REQUIREMENT. Where a line of the records contains the word "Миколи", show that line.

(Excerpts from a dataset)
**********
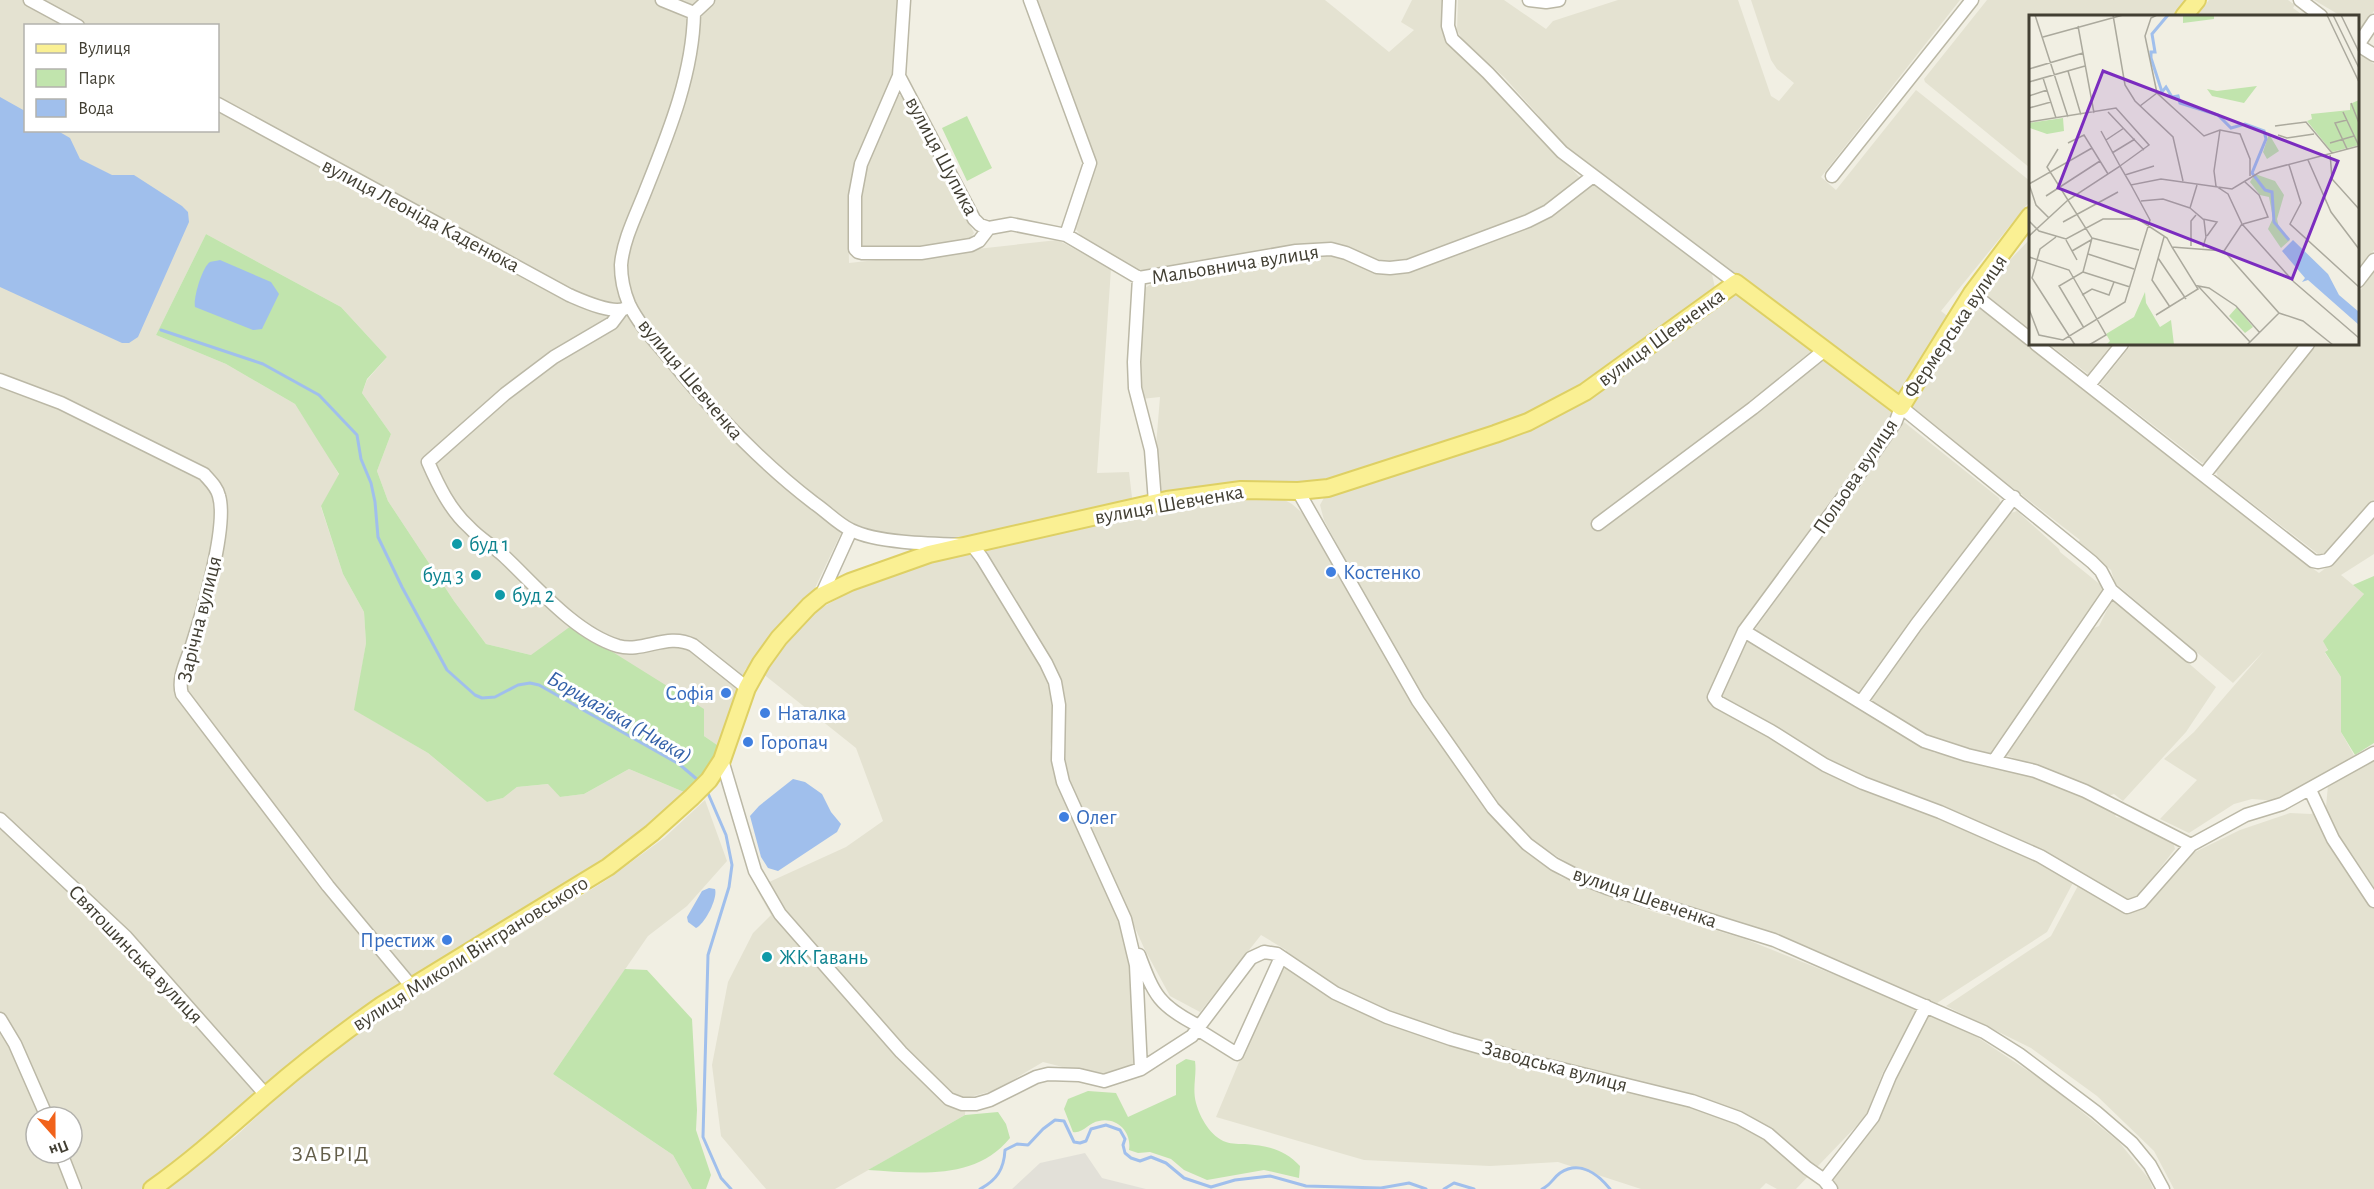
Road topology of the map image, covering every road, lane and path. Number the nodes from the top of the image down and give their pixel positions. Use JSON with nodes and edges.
{"nodes":[{"id":1,"x":30,"y":0,"type":"edge"},
{"id":2,"x":662,"y":0,"type":"edge"},
{"id":3,"x":708,"y":0,"type":"edge"},
{"id":4,"x":904,"y":0,"type":"edge"},
{"id":5,"x":1030,"y":0,"type":"edge"},
{"id":6,"x":1449,"y":0,"type":"edge"},
{"id":7,"x":1529,"y":0,"type":"edge"},
{"id":8,"x":1559,"y":0,"type":"edge"},
{"id":9,"x":1972,"y":0,"type":"edge"},
{"id":10,"x":2197,"y":0,"type":"edge"},
{"id":11,"x":2300,"y":0,"type":"edge"},
{"id":12,"x":694,"y":13,"type":"junction"},
{"id":13,"x":2185,"y":15,"type":"edge"},
{"id":14,"x":2320,"y":15,"type":"edge"},
{"id":15,"x":2374,"y":21,"type":"edge"},
{"id":16,"x":74,"y":24,"type":"edge"},
{"id":17,"x":2359,"y":44,"type":"edge"},
{"id":18,"x":2359,"y":46,"type":"edge"},
{"id":19,"x":2374,"y":55,"type":"edge"},
{"id":20,"x":899,"y":76,"type":"junction"},
{"id":21,"x":219,"y":105,"type":"edge"},
{"id":22,"x":1593,"y":176,"type":"junction"},
{"id":23,"x":1832,"y":176,"type":"dead end"},
{"id":24,"x":2029,"y":219,"type":"edge"},
{"id":25,"x":989,"y":228,"type":"junction"},
{"id":26,"x":1066,"y":235,"type":"junction"},
{"id":27,"x":2374,"y":260,"type":"edge"},
{"id":28,"x":1139,"y":278,"type":"junction"},
{"id":29,"x":2359,"y":280,"type":"edge"},
{"id":30,"x":1736,"y":283,"type":"junction"},
{"id":31,"x":1972,"y":293,"type":"junction"},
{"id":32,"x":626,"y":309,"type":"junction"},
{"id":33,"x":2029,"y":337,"type":"edge"},
{"id":34,"x":2037,"y":345,"type":"edge"},
{"id":35,"x":2121,"y":345,"type":"edge"},
{"id":36,"x":2307,"y":345,"type":"edge"},
{"id":37,"x":1826,"y":349,"type":"junction"},
{"id":38,"x":0,"y":380,"type":"edge"},
{"id":39,"x":2089,"y":386,"type":"junction"},
{"id":40,"x":1901,"y":407,"type":"junction"},
{"id":41,"x":2204,"y":475,"type":"junction"},
{"id":42,"x":1298,"y":491,"type":"junction"},
{"id":43,"x":2014,"y":497,"type":"junction"},
{"id":44,"x":1155,"y":502,"type":"junction"},
{"id":45,"x":2374,"y":508,"type":"edge"},
{"id":46,"x":1598,"y":524,"type":"dead end"},
{"id":47,"x":851,"y":530,"type":"junction"},
{"id":48,"x":972,"y":545,"type":"junction"},
{"id":49,"x":2111,"y":590,"type":"junction"},
{"id":50,"x":821,"y":596,"type":"junction"},
{"id":51,"x":1744,"y":631,"type":"junction"},
{"id":52,"x":2190,"y":656,"type":"dead end"},
{"id":53,"x":747,"y":688,"type":"junction"},
{"id":54,"x":1861,"y":702,"type":"junction"},
{"id":55,"x":2374,"y":753,"type":"edge"},
{"id":56,"x":722,"y":760,"type":"junction"},
{"id":57,"x":1994,"y":761,"type":"junction"},
{"id":58,"x":2310,"y":790,"type":"junction"},
{"id":59,"x":0,"y":819,"type":"edge"},
{"id":60,"x":2191,"y":845,"type":"junction"},
{"id":61,"x":2374,"y":901,"type":"edge"},
{"id":62,"x":1125,"y":919,"type":"junction"},
{"id":63,"x":1281,"y":957,"type":"junction"},
{"id":64,"x":412,"y":987,"type":"junction"},
{"id":65,"x":1926,"y":1006,"type":"junction"},
{"id":66,"x":0,"y":1020,"type":"edge"},
{"id":67,"x":1198,"y":1027,"type":"junction"},
{"id":68,"x":1141,"y":1069,"type":"junction"},
{"id":69,"x":266,"y":1095,"type":"junction"},
{"id":70,"x":42,"y":1105,"type":"edge"},
{"id":71,"x":66,"y":1165,"type":"edge"},
{"id":72,"x":1828,"y":1184,"type":"edge"},
{"id":73,"x":75,"y":1189,"type":"edge"},
{"id":74,"x":152,"y":1189,"type":"edge"},
{"id":75,"x":2163,"y":1189,"type":"edge"}],
"edges":[{"from":1,"to":16,"type":"street"},
{"from":2,"to":12,"type":"street"},
{"from":3,"to":12,"type":"street"},
{"from":4,"to":20,"type":"street","name":"вулиця Шупика"},
{"from":5,"to":26,"type":"street"},
{"from":6,"to":22,"type":"street","name":"вулиця Шевченка"},
{"from":7,"to":8,"type":"street"},
{"from":9,"to":23,"type":"street"},
{"from":10,"to":13,"type":"main road"},
{"from":11,"to":14,"type":"street"},
{"from":12,"to":32,"type":"street","name":"вулиця Шевченка"},
{"from":15,"to":17,"type":"street"},
{"from":18,"to":19,"type":"street"},
{"from":20,"to":25,"type":"street","name":"вулиця Шупика"},
{"from":20,"to":25,"type":"street"},
{"from":21,"to":32,"type":"street","name":"вулиця Леоніда Каденюка"},
{"from":22,"to":28,"type":"street","name":"Мальовнича вулиця"},
{"from":22,"to":30,"type":"street","name":"вулиця Шевченка"},
{"from":24,"to":31,"type":"main road","name":"Фермерська вулиця"},
{"from":25,"to":26,"type":"street","name":"вулиця Шупика"},
{"from":26,"to":28,"type":"street","name":"вулиця Шупика"},
{"from":27,"to":29,"type":"street"},
{"from":28,"to":44,"type":"street"},
{"from":30,"to":37,"type":"main road"},
{"from":30,"to":42,"type":"main road","name":"вулиця Шевченка"},
{"from":31,"to":33,"type":"street"},
{"from":31,"to":40,"type":"main road","name":"Фермерська вулиця"},
{"from":32,"to":47,"type":"street","name":"вулиця Шевченка"},
{"from":32,"to":53,"type":"street"},
{"from":34,"to":39,"type":"street"},
{"from":35,"to":39,"type":"street"},
{"from":36,"to":41,"type":"street"},
{"from":37,"to":40,"type":"main road"},
{"from":37,"to":46,"type":"street"},
{"from":38,"to":64,"type":"street","name":"Зарічна вулиця"},
{"from":39,"to":41,"type":"street"},
{"from":40,"to":43,"type":"street","name":"Польова вулиця"},
{"from":40,"to":51,"type":"street","name":"Польова вулиця"},
{"from":41,"to":45,"type":"street"},
{"from":42,"to":44,"type":"main road","name":"вулиця Шевченка"},
{"from":42,"to":65,"type":"street","name":"вулиця Шевченка"},
{"from":43,"to":49,"type":"street","name":"Польова вулиця"},
{"from":43,"to":54,"type":"street"},
{"from":44,"to":48,"type":"main road","name":"вулиця Шевченка"},
{"from":47,"to":48,"type":"street","name":"вулиця Шевченка"},
{"from":47,"to":50,"type":"street","name":"вулиця Шевченка"},
{"from":48,"to":50,"type":"main road","name":"вулиця Шевченка"},
{"from":48,"to":62,"type":"street"},
{"from":49,"to":52,"type":"street","name":"Польова вулиця"},
{"from":49,"to":57,"type":"street"},
{"from":50,"to":53,"type":"main road","name":"вулиця Шевченка"},
{"from":51,"to":54,"type":"street"},
{"from":51,"to":60,"type":"street","name":"Польова вулиця"},
{"from":53,"to":56,"type":"main road","name":"вулиця Миколи Вінграновського"},
{"from":54,"to":57,"type":"street"},
{"from":55,"to":58,"type":"street"},
{"from":56,"to":64,"type":"main road","name":"вулиця Миколи Вінграновського"},
{"from":56,"to":68,"type":"street"},
{"from":57,"to":60,"type":"street"},
{"from":58,"to":60,"type":"street"},
{"from":58,"to":61,"type":"street"},
{"from":59,"to":69,"type":"street","name":"Святошинська вулиця"},
{"from":62,"to":67,"type":"street"},
{"from":62,"to":68,"type":"street"},
{"from":63,"to":67,"type":"street"},
{"from":63,"to":67,"type":"street"},
{"from":63,"to":72,"type":"street","name":"Заводська вулиця"},
{"from":64,"to":69,"type":"main road","name":"вулиця Миколи Вінграновського"},
{"from":65,"to":72,"type":"street"},
{"from":65,"to":75,"type":"street","name":"вулиця Шевченка"},
{"from":66,"to":70,"type":"street"},
{"from":67,"to":68,"type":"street"},
{"from":69,"to":74,"type":"main road","name":"вулиця Миколи Вінграновського"},
{"from":71,"to":73,"type":"street"}]}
**********
ANSWER AREA.
{"from":53,"to":56,"type":"main road","name":"вулиця Миколи Вінграновського"},
{"from":56,"to":64,"type":"main road","name":"вулиця Миколи Вінграновського"},
{"from":64,"to":69,"type":"main road","name":"вулиця Миколи Вінграновського"},
{"from":69,"to":74,"type":"main road","name":"вулиця Миколи Вінграновського"},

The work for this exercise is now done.